From the moment we boarded the plane, it felt necessary to give this couple their privacy. Not only were they indiscreet, despite creative uses of airline blankets, but they were noisy; giggling and chatting between kisses and gropes. Rich and I faced forward and stay seated, unnoticed. I had plenty of reading material, but knowing these eight hours were fleeting, I turned to the in-flight entertainment. I struggled awkwardly with the remote, the seat control, and the food tray, but with the help of my frequent flier husband, I was soon sitting comfortably, scrolling through movie titles.

On my first time through, I scanned for movies I hadn’t seen, but that was a useless way to organize. I had not seen a single one of these movies. I had seen very few movies in the previous year, other than the Lego Movieand Frozen. An entire world of new releases lay before me. What should I pick? What if I make a bad choice? Deep breath. Relax. Do not pick Aloha. I selected my first title and sat back.

In the first film, Big Eyes by Tim Burton, I traveled to San Francisco in the 1960s and learned about Walter and Margaret Keane, artists who somehow escaped my many Art History classes in college. It was a little-known feminist tale of courage, and I love when movies are inspired by a true story. By the end, I was on the edge of my seat. Feeling brave, I took a chance on Hector and the Search for Happiness. I hesitated because it is based on a novel, and I usually prefer to read the book first. Then I pictured the books on my nightstand, a towering list of unread must-reads.
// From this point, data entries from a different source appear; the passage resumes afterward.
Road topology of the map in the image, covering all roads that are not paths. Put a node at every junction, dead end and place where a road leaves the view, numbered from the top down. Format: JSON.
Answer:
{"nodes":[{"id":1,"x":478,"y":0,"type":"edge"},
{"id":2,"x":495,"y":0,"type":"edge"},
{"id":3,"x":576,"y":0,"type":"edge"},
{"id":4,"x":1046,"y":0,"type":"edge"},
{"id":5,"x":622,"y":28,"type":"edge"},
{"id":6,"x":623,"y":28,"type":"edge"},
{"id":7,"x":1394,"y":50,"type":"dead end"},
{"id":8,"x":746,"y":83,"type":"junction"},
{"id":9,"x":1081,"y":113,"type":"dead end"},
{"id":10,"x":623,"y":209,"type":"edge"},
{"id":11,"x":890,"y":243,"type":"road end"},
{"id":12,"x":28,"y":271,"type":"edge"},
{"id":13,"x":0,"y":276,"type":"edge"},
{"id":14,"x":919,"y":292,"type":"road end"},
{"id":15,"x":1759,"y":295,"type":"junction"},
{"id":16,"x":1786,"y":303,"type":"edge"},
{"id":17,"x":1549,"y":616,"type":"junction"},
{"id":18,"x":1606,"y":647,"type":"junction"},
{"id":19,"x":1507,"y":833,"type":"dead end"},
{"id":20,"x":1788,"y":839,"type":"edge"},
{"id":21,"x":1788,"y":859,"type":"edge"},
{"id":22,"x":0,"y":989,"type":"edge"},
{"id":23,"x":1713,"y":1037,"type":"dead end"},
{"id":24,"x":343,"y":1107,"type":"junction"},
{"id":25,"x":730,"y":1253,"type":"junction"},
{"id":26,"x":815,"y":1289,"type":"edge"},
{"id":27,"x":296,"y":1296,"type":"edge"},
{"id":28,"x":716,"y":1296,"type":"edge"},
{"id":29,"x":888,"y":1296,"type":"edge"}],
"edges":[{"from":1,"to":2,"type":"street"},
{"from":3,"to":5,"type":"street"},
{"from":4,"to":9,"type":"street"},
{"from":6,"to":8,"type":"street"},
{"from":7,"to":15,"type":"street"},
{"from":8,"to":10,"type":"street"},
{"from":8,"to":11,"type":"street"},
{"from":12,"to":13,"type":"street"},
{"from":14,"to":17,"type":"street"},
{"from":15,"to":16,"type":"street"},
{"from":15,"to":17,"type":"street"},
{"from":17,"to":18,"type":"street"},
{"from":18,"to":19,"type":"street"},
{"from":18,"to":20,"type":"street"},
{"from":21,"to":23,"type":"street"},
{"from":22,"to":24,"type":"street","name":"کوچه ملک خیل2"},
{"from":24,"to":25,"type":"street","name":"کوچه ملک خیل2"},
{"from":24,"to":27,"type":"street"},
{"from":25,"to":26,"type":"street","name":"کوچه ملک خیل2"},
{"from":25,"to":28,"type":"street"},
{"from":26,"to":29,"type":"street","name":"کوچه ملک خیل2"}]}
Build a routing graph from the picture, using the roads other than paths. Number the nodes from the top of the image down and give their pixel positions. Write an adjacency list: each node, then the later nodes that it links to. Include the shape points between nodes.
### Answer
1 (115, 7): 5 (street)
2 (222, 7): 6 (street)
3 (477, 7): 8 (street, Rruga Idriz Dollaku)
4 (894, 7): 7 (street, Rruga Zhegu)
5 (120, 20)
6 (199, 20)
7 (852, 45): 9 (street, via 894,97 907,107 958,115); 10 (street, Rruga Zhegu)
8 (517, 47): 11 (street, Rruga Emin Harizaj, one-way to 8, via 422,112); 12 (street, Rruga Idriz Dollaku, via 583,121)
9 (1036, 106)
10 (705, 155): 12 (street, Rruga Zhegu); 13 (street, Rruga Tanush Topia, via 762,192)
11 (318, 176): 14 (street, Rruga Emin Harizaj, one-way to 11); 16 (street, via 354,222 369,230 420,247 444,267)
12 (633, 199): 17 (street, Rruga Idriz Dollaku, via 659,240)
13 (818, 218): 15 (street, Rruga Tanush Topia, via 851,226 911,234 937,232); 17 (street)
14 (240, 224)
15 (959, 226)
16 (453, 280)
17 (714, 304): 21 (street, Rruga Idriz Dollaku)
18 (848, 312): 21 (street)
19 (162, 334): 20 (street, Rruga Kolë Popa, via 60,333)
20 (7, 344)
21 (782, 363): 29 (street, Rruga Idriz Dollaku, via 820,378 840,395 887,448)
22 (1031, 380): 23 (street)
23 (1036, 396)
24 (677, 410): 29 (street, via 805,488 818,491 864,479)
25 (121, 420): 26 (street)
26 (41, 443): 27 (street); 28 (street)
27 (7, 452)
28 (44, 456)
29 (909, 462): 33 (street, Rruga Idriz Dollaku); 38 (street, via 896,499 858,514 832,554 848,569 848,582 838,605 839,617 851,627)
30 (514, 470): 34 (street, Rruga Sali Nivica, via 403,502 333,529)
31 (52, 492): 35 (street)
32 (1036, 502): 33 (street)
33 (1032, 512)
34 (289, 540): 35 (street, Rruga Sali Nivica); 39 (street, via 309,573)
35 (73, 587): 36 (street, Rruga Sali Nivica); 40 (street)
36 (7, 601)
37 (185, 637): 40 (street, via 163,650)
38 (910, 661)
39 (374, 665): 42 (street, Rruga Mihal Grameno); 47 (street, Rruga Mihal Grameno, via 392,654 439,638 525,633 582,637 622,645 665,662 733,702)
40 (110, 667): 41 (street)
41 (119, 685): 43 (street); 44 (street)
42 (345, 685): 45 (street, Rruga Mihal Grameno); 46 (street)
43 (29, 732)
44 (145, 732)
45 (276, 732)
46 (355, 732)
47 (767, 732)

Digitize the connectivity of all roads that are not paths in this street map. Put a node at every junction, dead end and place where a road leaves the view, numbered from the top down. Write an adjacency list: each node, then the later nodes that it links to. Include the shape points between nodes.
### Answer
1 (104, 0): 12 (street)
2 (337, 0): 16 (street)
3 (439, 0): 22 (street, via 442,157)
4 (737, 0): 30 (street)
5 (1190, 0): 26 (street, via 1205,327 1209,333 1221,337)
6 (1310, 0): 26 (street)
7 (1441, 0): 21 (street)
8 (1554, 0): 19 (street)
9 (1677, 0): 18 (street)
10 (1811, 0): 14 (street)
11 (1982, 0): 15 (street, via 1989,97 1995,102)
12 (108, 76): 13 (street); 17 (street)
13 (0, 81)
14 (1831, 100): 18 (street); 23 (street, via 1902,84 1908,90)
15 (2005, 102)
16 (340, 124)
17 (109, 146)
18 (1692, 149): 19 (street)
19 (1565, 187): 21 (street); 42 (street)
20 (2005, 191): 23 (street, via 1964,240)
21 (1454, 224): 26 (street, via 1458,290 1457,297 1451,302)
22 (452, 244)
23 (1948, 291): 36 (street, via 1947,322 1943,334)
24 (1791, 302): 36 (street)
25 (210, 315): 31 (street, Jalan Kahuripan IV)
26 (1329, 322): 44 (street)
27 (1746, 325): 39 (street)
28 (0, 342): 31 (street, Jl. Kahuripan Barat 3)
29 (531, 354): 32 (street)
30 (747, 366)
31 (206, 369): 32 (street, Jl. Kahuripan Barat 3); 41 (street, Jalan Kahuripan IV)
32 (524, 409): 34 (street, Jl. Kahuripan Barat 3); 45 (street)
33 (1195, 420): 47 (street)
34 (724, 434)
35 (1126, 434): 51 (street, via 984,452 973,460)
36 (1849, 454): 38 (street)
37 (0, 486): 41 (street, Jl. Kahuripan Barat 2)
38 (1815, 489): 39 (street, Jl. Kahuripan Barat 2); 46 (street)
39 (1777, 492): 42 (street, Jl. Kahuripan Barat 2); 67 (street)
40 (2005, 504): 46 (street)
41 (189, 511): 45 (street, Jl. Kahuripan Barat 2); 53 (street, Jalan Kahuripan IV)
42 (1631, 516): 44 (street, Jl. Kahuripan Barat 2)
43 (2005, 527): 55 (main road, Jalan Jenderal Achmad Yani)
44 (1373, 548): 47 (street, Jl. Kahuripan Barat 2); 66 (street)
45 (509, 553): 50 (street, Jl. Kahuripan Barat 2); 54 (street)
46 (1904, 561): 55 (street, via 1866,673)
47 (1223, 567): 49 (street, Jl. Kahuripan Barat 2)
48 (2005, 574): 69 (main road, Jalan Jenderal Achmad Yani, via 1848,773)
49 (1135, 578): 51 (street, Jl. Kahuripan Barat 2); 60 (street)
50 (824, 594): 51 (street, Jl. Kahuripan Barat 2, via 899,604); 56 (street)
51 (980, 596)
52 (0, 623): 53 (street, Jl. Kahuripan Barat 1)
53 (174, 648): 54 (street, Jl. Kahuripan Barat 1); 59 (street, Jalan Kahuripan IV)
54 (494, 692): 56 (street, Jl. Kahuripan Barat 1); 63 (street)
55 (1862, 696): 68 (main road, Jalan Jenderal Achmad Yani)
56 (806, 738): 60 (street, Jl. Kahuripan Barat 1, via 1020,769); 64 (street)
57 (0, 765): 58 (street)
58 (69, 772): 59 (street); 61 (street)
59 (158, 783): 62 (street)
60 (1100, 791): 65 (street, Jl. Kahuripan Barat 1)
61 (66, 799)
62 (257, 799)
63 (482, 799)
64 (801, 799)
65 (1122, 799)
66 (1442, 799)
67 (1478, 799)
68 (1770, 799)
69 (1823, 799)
My Saint-Tropez travel bug intensified during this movie as Hector set out on his adventure and I mentally planned vacations, wishing I didn’t have to go home quite yet. I already missed France, with centuries-old houses painted in shades of champagne and rose. I pictured the jellyfish bobbing below the surface of the dark blue Mediterranean water; small, deep red creatures with long, curly tendrils. Even the jellyfish in the south of France were more refined than their mid-Atlantic counterparts. As the movie ended dramatically and Hector went home to his true love, I looked through tear-filled eyes at Rich, sound asleep and unaware of my cinematic journey.

It was time for a laugh, and who better for laughs than Tina Fey and Jason Bateman? That’s how I landed on This is Where I Leave You. The movie was hilarious, but at the heart of the story was a touching portrait of a family that reminded me of my own. Being one of four siblings in a tight-knit family, I wondered how the four of us adults would fare living under one roof for a week in our Pennsylvania hometown. We would make it through with less drama than this family, but not without some level of comedy and tension.

After pausing the movie to write down some notes, I noticed that Rich was awake. He filled me in on the lunchtime shenanigans of the couple across the aisle. They were denied alcohol partway through their meal, having already polished off a handful of Bloody Marys and a few mini-bottles of wine. Appalled by the snooty rejection of the Air France flight attendant, the young woman snuck into the other cabin to charm some unsuspecting gatekeeper of booze. She successfully procured a few small bottles of liquor. Delight and affection continued.

I put my headphones back on and pushed play, expecting more laughs but not expecting what happened next. The youngest brother, Philip, parked his Porsche outside a pizza place in the fictional family’s fictional hometown. I did a double-take, paused the movie, grabbed Rich’s half-hearted attention and pressed rewind.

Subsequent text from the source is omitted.